Written By: Matthew Hemmings – International Director
The Payment Services Directive 2 (PSD2) creates a new vital context for commercial banks. It is requiring banks to open access to their systems and clients’ accounts. The term Open Bank is the name for this ambitious European project that will definitely change the activities of commercial banks, with the requirement for European banks to open their systems to third parties by next year. Some are saying it is about to create a “bridge” between online platforms and banks, similar to Amazon being able to access a client’s data stored in his or her bank (with permission).
But the stake is far beyond a simple bridge.
PSD2 will break down the bank’s monopoly on its user data and force traditional banks to make access to their systems simple and fast to meet the expectations of clients’ experiences. By doing so, many fintechs will see real opportunity to extend the financial services they offer on their online platforms, and they could definitely divert clients from their exclusive relations with their banks. A growing number of young shoots have been seen in the development of open-programming interfaces (application-programming interfaces, or APIs), the communication tools that banks will have to develop to dialogue with the outside world, a new vein. Why not use these APIs to offer themselves as open-technology platforms for distribution of banking-services “bricks”? More and more young finance start-ups are developing financial-services marketplaces, through which banking transactions can be realised.
For example, APIs made available by Barclays are enabling players such as Circle to provide peer-to-peer payments to smartphone owners in the United Kingdom, Ireland and Spain. In the UK, banking platforms such as N26, Atom, Starling Bank, Mondo and others are becoming the new face of frontline banking services on mobile devices.
Further on, complete fintech platforms are being developed.
Below is an illustration from the UK government report “Call for evidence on data sharing and open data in banking”.
solarisBank, the pioneer of the sector, announced in March that it had raised €26.3 million. solarisBank is creating platforms offering various bricks of service (cards, payments, loans) that non-bank players can plug in to their online services. And they will get access to banks through solarisBank. For instance, car dealers could process their clients’ requests for loans, and receive loan approvals at the same time the customers buy their cars. Considerable time and cost can be saved by non-bank players by linking their systems to that of traditional banks. They do not need to build as many pipes as there are banks; they only need to plug in their systems to a fintech such as solarisBank.
Profound changes occurring in traditional banks’ systems and organisations.
Traditional banks have been forced to work closely with fintechs and online-platform developers, and many have made considerable progress in amalgamating these new technologies into the heart of their old systems. They also have had to hire talent and integrate into their information-technology (IT) departments profound changes in the development area as well as creating new processing departments. Banks have had to create APIs but also enable faster development within their own institutions, and embrace new business opportunities, just as other industries have done before them, such as transportation and travel.
Traditional banks have to constantly adapt their strategies to improve clients’ experiences but also give consumers greater power over the use of their personal data and financial assets. The customer experience must remain at the centre of future strategies.

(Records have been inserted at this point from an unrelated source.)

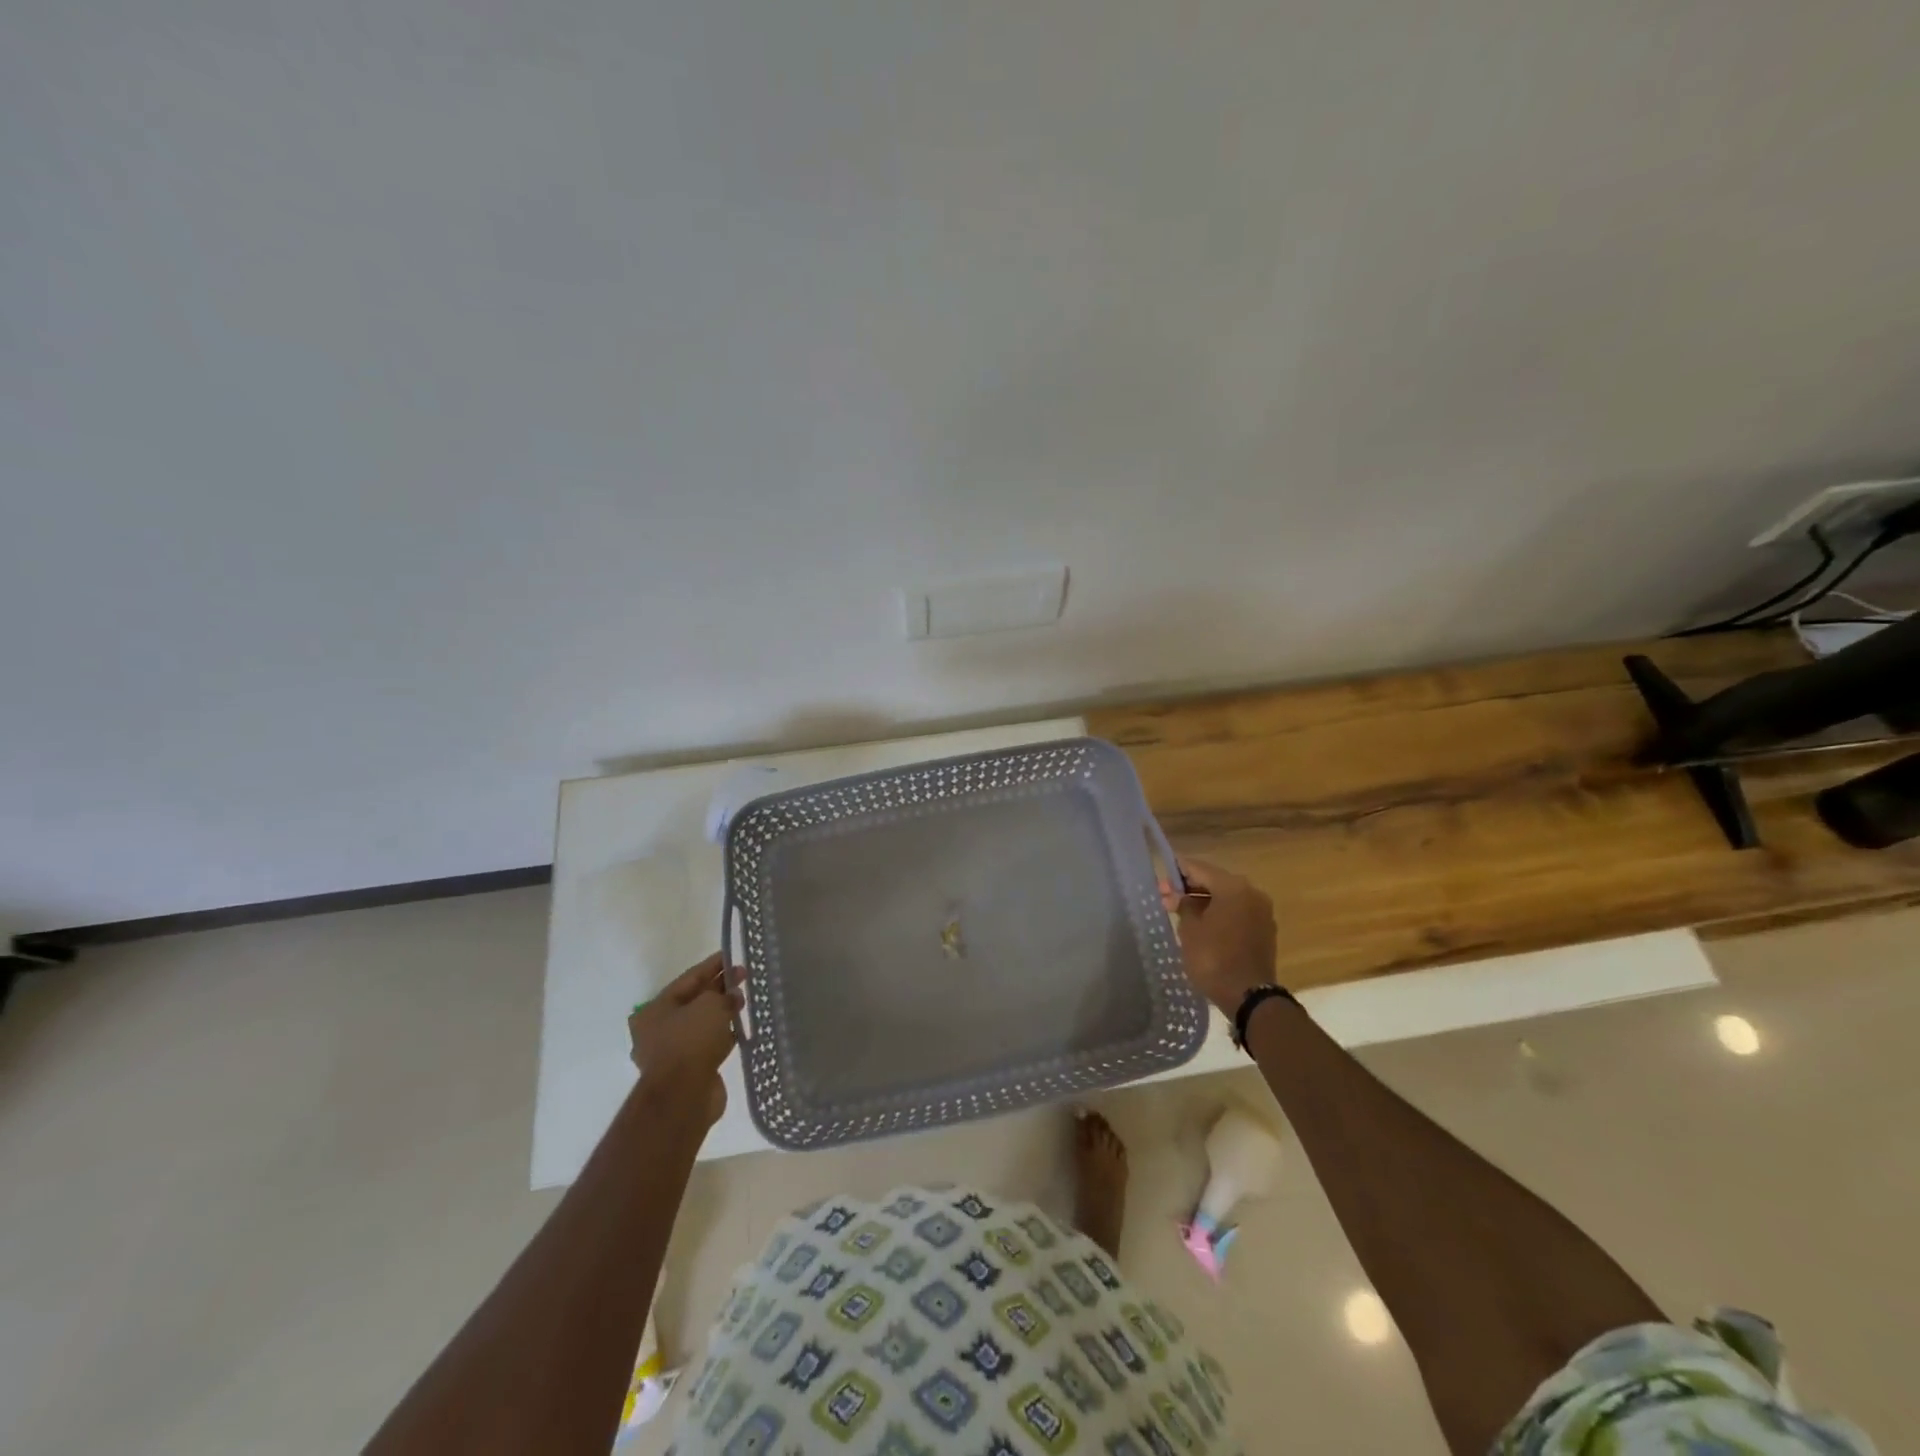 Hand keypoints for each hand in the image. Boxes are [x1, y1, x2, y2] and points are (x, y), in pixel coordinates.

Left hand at [628, 953, 741, 1127]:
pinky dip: (723, 1035)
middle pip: (694, 1000)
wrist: (684, 1097)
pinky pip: (708, 1044)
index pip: (689, 978)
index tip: (733, 956)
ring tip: (744, 1001)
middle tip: (744, 978)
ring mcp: (672, 1052)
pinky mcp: (688, 1070)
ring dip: (722, 1012)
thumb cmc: (691, 1041)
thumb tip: (733, 996)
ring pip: (702, 1023)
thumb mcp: (710, 1005)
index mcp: (655, 1009)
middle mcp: (658, 1029)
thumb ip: (724, 994)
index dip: (713, 965)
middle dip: (719, 988)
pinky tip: (740, 1029)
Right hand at [1166, 858, 1277, 1015]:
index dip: (1177, 871)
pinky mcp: (1264, 930)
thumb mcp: (1190, 929)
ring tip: (1180, 912)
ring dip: (1204, 902)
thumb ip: (1183, 905)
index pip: (1199, 868)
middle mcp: (1252, 893)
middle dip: (1190, 888)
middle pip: (1215, 882)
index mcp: (1233, 887)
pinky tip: (1202, 925)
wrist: (1249, 997)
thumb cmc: (1214, 958)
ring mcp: (1261, 912)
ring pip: (1227, 898)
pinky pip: (1237, 913)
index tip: (1161, 877)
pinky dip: (1219, 914)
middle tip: (1166, 898)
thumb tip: (1179, 896) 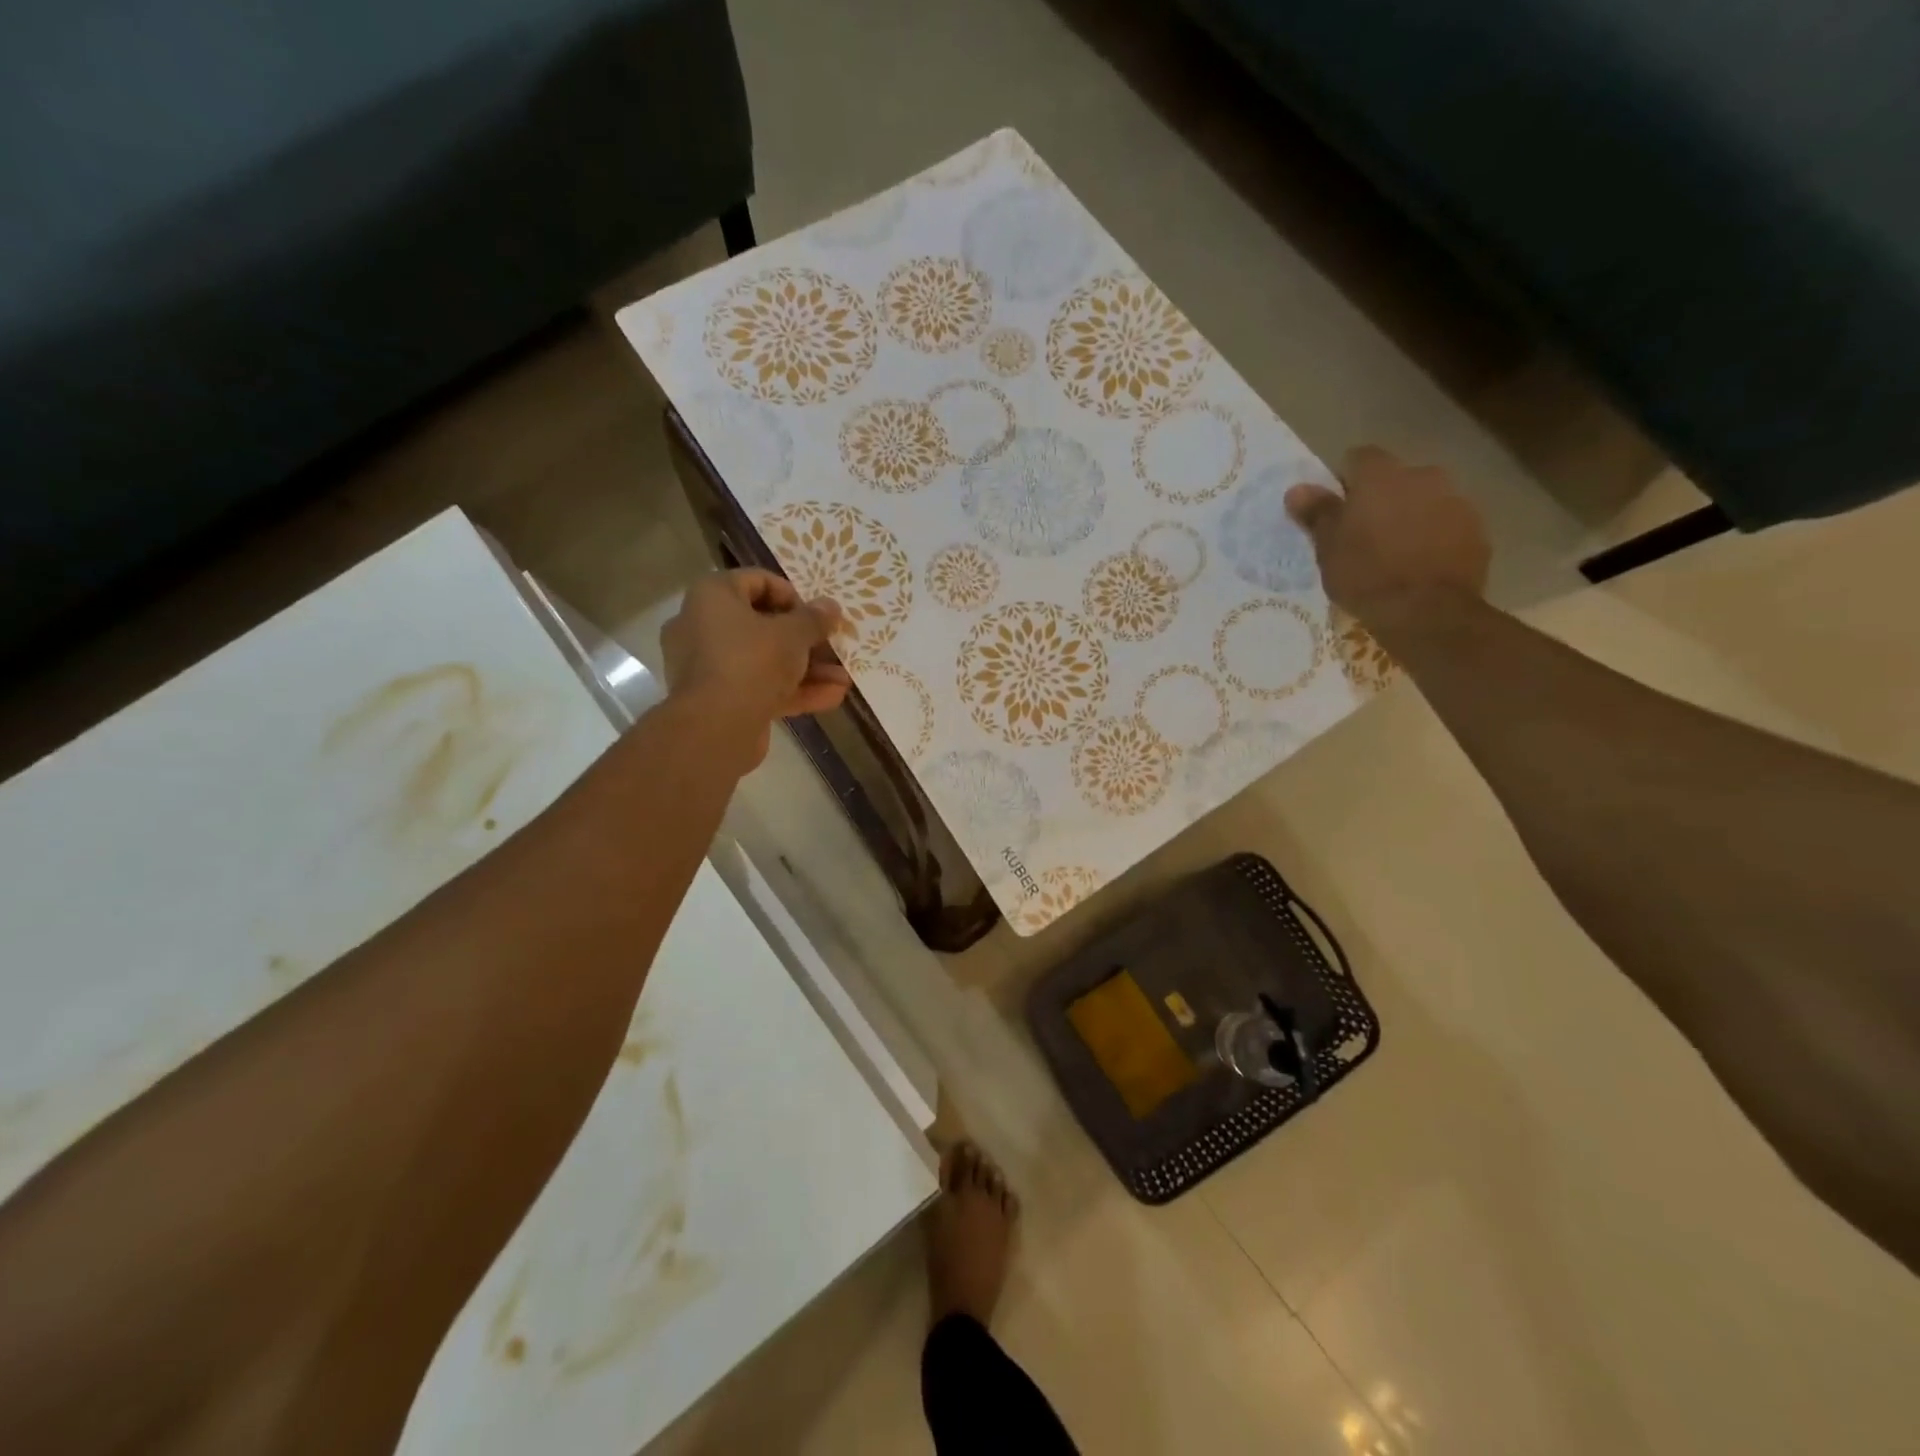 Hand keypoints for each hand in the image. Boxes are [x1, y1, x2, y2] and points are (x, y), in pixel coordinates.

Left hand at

What price for banking services, and who will be responsible for client data security?
Opening their systems is already one big challenge for banks, but PSD2 regulation comes together with another regulation, General Data Protection Regulation (GDPR), by which banks have been told that information such as transaction and loan-repayment data does not belong to them but to their customers. Those who want to use that data to access better financial products or services will be able to do so in a safe and secure manner. Traditional banks will remain their clients’ account-keepers, responsible for the confidentiality and security of the client data that they store. But what about the data that they will share outside with fintech and online-merchant sites?
In the United Kingdom, the second report on the big banks released last week by the Parliament’s economics committee called for customers’ transaction history, account balances, credit-card usage and mortgage repayments to be made available to competitors via APIs by July 2018.
But important issues are not yet clarified:
- data storage or use will have a value and price of usage, or remuneration to banks as data custodian as well as remuneration shared with different online actors, but it has not yet been defined;
- determining where liability for data breaches lies and how to create trust for the new system among customers is another difficult topic.
What is the price of all this information and its use, and what happens in case of cyber-breach? It is likely that the bank will not feel responsible in case of a leak happening outside of its system. As well, it is unlikely that fintech start-ups will all have sufficient capital or insurance to cover losses in the case of a catastrophic cyber-breach.